Supplied data below:

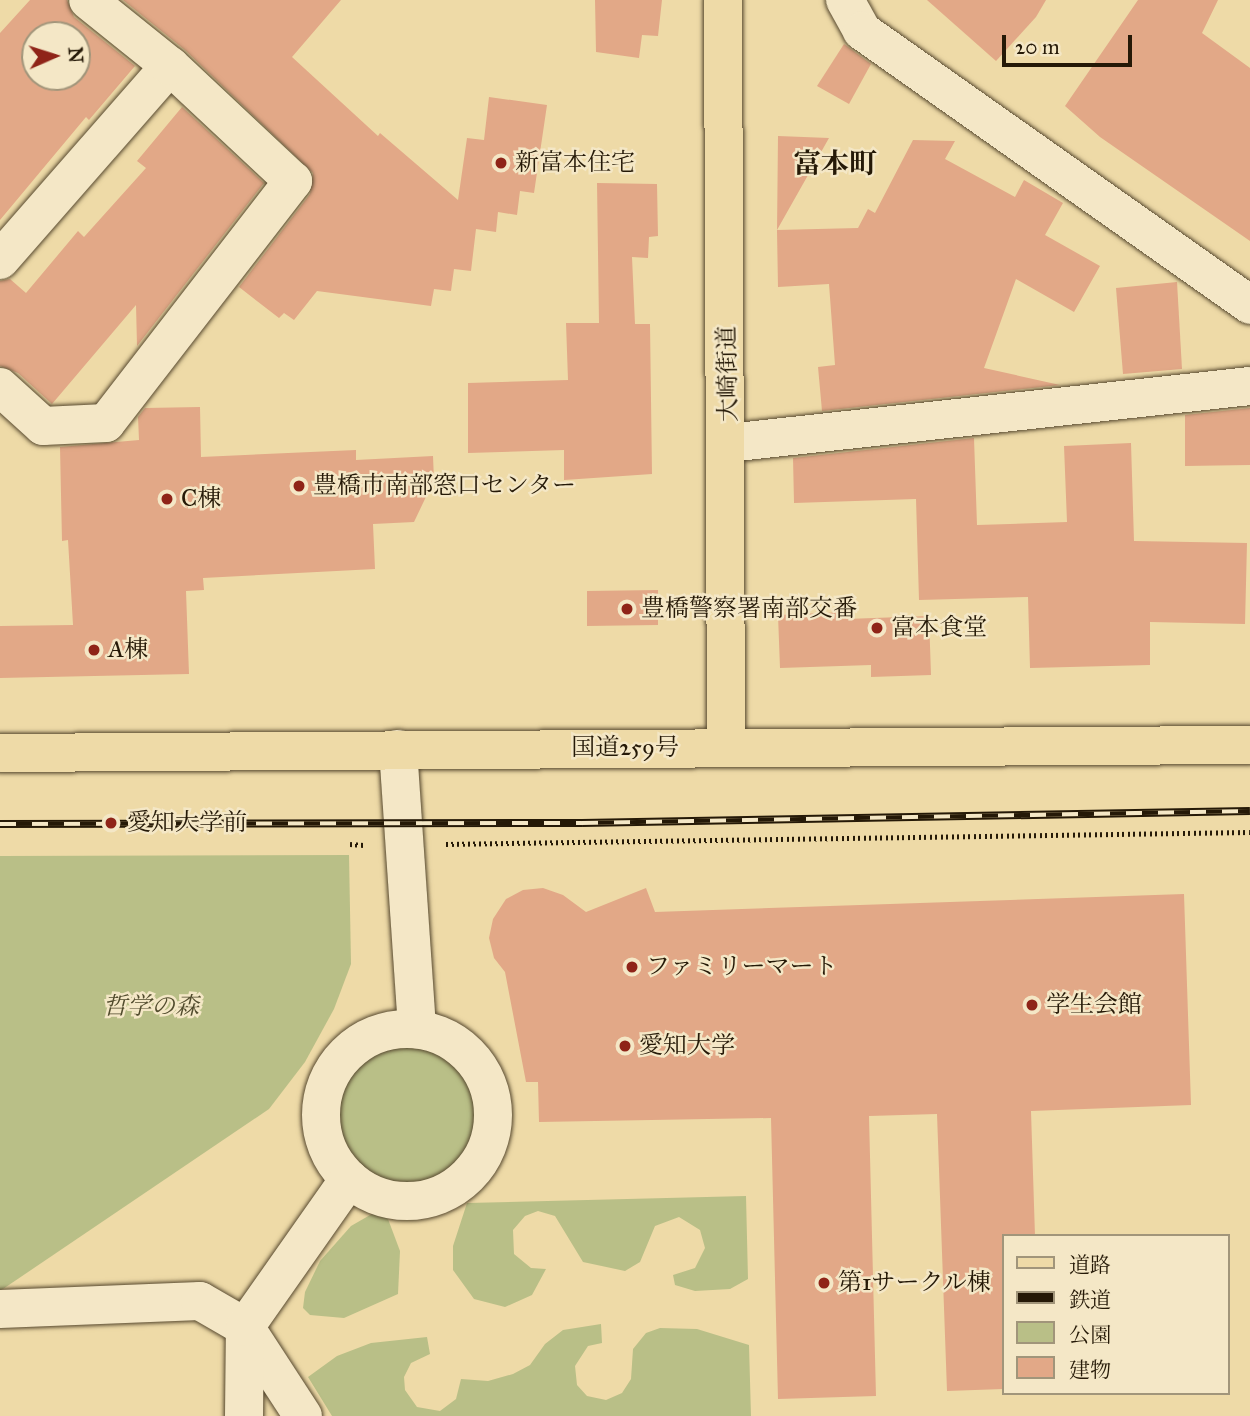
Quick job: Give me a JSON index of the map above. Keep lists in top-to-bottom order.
{
  "streets": {
    "main road": ["大崎街道", "国道259号"]
  },
  "crossings": [
    ["大崎街道", "国道259号"]
  ],
  "districts": ["富本町"],
  "parks": ["哲学の森"],
  "places": [
    "新富本住宅",
    "豊橋市南部窓口センター",
    "C棟",
    "豊橋警察署南部交番",
    "富本食堂",
    "A棟",
    "愛知大学前",
    "ファミリーマート",
    "学生会館",
    "愛知大学",
    "第1サークル棟"
  ],
  "legend": [
    "道路",
    "鉄道",
    "公園",
    "建物"
  ],
  "scale_bar": "20 m",
  "north": "right"
}
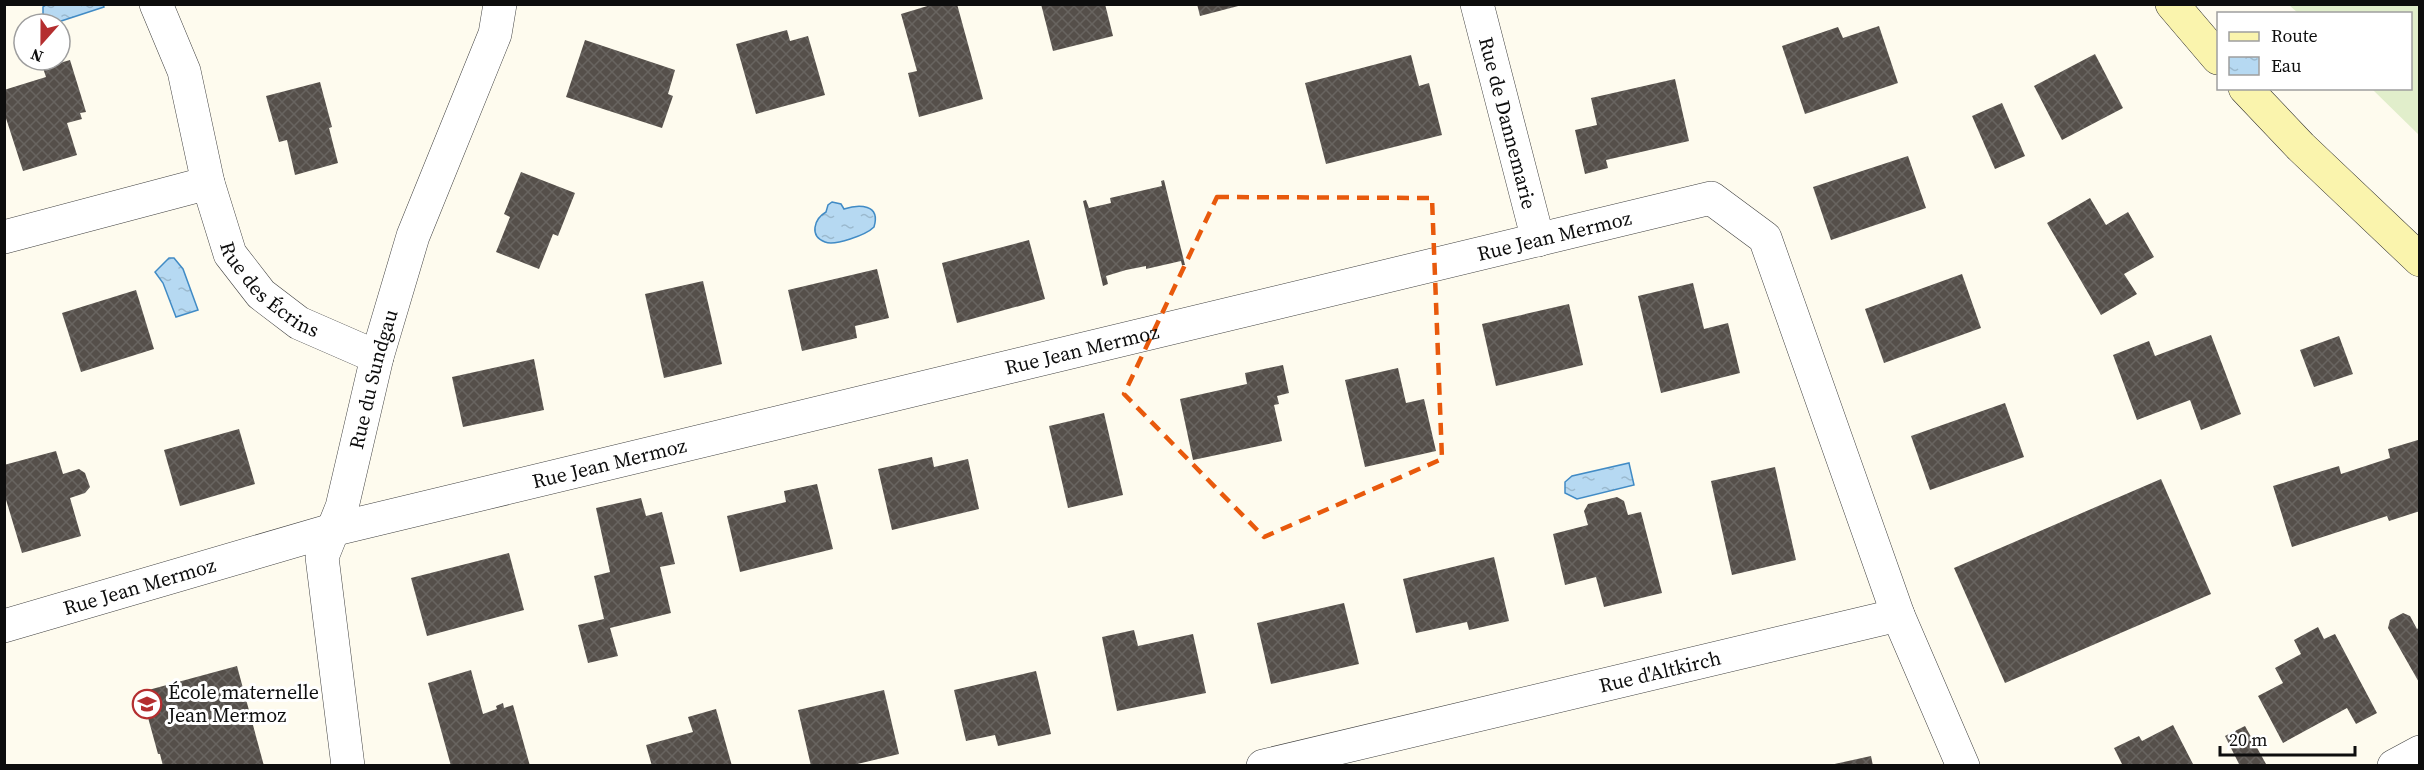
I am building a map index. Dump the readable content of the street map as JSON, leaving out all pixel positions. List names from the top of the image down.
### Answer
{
  "streets": {
    "street": [
      "Rue de Dannemarie",
      "Rue Jean Mermoz",
      "Rue des Écrins",
      "Rue du Sundgau",
      "Rue d'Altkirch"
    ]
  },
  "crossings": [
    ["Rue de Dannemarie", "Rue Jean Mermoz"],
    ["Rue Jean Mermoz", "Rue du Sundgau"],
    ["Rue Jean Mermoz", "Rue d'Altkirch"],
    ["Rue des Écrins", "Rue du Sundgau"]
  ],
  "places": {
    "school or university": ["École maternelle Jean Mermoz"]
  },
  "legend": ["Route", "Eau"],
  "scale_bar": "20 m",
  "north": "bottom"
}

End of Supplied data.

- Task requirements -
Any pictures are to be skipped, and the lines from the beginning of the entries through the line with "I am building" copied exactly.

- Result for this task -
Quick job: Give me a JSON index of the map above. Keep lists in top-to-bottom order.
{
  "streets": {
    "main road": ["大崎街道", "国道259号"]
  },
  "crossings": [
    ["大崎街道", "国道259号"]
  ],
  "districts": ["富本町"],
  "parks": ["哲学の森"],
  "places": [
    "新富本住宅",
    "豊橋市南部窓口センター",
    "C棟",
    "豊橋警察署南部交番",
    "富本食堂",
    "A棟",
    "愛知大学前",
    "ファミリーマート",
    "学生会館",
    "愛知大学",
    "第1サークル棟"
  ],
  "legend": [
    "道路",
    "鉄道",
    "公園",
    "建物"
  ],
  "scale_bar": "20 m",
  "north": "right"
}
I am building a map index. Dump the readable content of the street map as JSON, leaving out all pixel positions. List names from the top of the image down.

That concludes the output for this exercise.